*** Opening of Available data ***

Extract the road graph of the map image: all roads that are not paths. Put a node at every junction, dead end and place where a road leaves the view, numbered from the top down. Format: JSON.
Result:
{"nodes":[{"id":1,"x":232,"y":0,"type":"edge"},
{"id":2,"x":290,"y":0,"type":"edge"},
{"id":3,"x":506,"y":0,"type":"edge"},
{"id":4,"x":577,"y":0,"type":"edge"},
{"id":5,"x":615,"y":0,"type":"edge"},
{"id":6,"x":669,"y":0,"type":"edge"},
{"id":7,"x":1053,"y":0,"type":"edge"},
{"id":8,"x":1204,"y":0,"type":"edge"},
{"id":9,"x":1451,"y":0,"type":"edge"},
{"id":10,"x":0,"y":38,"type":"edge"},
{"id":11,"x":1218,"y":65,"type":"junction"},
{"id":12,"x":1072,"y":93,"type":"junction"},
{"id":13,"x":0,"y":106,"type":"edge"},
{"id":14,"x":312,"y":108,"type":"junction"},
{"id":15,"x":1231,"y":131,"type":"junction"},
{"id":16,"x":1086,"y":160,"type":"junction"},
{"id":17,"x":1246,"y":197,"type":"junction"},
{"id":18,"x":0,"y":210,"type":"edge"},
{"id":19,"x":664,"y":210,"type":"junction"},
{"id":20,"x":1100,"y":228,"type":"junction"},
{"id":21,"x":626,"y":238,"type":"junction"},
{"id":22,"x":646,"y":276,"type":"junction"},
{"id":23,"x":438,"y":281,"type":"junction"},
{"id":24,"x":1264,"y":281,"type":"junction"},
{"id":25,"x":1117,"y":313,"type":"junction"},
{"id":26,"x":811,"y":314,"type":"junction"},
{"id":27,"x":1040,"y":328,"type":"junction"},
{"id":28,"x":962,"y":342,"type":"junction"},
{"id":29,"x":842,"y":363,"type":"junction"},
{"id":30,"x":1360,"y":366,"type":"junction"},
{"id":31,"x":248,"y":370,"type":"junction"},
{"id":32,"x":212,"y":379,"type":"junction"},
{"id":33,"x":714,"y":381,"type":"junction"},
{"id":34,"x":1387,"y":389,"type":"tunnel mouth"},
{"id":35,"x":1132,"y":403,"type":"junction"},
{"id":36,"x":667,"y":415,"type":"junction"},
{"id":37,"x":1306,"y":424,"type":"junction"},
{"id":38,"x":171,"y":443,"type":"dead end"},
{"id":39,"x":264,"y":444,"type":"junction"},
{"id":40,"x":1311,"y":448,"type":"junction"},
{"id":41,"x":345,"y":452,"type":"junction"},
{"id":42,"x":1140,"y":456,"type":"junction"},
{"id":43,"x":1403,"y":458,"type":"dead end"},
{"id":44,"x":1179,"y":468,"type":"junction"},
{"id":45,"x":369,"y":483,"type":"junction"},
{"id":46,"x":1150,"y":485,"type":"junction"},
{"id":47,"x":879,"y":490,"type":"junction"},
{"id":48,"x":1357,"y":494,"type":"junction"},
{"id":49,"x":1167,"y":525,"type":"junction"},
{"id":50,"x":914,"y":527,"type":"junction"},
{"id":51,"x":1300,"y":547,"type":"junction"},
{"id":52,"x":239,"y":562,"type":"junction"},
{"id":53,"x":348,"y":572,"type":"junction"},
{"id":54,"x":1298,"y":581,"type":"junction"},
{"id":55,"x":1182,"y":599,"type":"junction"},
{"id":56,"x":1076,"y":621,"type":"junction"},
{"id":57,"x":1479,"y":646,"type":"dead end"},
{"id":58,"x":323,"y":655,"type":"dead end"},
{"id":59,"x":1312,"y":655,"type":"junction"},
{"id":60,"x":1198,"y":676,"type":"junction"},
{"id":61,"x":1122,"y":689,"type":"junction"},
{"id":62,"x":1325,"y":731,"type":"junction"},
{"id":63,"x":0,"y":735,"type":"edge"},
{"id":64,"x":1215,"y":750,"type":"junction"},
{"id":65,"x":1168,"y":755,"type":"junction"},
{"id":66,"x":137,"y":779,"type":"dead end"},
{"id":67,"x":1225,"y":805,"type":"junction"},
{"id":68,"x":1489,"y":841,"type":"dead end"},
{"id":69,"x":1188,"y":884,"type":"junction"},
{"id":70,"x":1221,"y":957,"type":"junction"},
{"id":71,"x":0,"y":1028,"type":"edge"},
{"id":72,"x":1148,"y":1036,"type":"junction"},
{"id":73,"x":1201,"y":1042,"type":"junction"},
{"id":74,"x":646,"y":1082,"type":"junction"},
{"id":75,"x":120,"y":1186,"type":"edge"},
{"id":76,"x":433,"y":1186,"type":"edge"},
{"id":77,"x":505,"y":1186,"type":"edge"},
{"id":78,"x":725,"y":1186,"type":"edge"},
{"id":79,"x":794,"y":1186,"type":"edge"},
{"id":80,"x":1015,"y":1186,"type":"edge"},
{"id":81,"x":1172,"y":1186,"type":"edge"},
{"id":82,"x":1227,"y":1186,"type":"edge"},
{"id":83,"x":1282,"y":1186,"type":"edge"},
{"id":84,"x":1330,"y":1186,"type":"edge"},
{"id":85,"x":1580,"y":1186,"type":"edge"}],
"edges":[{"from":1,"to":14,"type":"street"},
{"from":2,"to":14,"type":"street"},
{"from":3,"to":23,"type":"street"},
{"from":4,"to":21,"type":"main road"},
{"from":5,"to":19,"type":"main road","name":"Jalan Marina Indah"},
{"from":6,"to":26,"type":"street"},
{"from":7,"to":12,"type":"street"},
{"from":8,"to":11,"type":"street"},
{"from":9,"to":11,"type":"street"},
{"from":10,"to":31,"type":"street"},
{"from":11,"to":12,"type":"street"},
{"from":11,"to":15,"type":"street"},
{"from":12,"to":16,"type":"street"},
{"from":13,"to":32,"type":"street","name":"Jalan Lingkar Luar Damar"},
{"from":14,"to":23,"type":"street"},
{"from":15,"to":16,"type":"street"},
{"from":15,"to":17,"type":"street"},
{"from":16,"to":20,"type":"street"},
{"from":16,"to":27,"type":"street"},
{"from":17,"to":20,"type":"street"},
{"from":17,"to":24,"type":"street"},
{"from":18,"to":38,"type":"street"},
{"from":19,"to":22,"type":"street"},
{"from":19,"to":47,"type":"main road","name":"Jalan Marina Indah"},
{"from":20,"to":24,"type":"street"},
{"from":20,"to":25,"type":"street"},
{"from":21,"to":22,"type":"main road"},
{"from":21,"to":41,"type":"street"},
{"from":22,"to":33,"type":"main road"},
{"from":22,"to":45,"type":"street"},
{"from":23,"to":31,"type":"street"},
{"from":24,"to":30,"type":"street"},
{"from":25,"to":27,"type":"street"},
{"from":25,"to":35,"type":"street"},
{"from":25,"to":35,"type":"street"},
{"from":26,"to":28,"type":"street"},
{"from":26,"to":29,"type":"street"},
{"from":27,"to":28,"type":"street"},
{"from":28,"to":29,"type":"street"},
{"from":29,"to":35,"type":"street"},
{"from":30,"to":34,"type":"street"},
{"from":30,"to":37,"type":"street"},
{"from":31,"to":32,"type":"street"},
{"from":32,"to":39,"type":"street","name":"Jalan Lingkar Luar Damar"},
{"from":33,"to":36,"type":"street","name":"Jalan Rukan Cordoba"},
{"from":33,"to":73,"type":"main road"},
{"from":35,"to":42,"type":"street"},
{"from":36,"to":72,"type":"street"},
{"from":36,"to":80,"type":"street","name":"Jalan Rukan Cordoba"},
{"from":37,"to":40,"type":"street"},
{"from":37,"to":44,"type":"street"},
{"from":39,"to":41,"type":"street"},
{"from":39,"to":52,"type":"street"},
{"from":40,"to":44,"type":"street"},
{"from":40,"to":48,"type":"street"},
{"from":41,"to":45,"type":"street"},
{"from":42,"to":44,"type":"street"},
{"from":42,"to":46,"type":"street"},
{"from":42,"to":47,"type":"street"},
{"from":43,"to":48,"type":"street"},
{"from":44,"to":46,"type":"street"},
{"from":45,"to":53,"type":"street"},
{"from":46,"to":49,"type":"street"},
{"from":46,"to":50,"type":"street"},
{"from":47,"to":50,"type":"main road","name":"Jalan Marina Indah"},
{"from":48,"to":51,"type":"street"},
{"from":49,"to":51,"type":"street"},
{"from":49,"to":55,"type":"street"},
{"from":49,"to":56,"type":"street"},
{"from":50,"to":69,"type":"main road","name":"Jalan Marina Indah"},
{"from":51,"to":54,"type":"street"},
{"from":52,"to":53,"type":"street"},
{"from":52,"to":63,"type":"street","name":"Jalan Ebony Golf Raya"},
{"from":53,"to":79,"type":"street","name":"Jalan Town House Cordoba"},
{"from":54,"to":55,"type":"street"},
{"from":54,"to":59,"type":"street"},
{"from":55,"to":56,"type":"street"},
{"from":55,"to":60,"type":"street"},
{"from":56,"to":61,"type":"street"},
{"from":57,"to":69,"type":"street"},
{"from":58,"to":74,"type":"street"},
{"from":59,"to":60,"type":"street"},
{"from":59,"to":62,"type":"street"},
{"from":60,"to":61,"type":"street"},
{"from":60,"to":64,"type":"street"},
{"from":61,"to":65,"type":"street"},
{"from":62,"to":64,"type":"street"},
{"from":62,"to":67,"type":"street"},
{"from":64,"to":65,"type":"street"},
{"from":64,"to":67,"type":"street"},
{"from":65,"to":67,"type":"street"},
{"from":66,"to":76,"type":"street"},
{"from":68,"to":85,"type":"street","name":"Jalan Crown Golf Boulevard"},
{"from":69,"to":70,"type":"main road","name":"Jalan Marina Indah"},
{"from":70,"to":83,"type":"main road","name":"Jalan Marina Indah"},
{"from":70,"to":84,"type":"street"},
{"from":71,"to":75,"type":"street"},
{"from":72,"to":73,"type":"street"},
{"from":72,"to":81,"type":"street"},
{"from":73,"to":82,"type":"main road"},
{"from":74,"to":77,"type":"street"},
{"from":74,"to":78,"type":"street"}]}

*** Close of Available data ***

Problem statement — Within the entries above, how many lines contain "dead"? Respond with the number only.

Task result — 7